--- GIVEN DATA ---
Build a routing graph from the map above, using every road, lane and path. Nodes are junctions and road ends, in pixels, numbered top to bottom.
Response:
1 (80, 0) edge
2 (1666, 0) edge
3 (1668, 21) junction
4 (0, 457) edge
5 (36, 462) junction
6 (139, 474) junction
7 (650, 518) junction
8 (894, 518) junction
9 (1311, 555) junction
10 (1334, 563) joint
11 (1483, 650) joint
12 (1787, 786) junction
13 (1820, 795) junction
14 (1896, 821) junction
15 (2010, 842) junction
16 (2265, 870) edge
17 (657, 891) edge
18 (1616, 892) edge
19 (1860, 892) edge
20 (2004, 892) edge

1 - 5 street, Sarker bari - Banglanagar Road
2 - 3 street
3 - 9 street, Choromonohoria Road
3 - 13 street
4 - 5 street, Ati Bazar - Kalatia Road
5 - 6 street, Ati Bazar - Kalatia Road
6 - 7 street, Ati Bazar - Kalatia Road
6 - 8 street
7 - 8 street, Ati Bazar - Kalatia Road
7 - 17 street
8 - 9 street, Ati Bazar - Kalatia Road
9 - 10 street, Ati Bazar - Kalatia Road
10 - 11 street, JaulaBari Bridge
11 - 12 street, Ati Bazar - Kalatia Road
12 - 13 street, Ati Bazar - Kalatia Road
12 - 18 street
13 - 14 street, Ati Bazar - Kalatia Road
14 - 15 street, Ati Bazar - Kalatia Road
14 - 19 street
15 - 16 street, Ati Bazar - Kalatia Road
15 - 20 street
---
### TASK GOAL
Examine the listing and say how many of its lines contain the string "edge". Give the number alone.

### EXERCISE ANSWER
8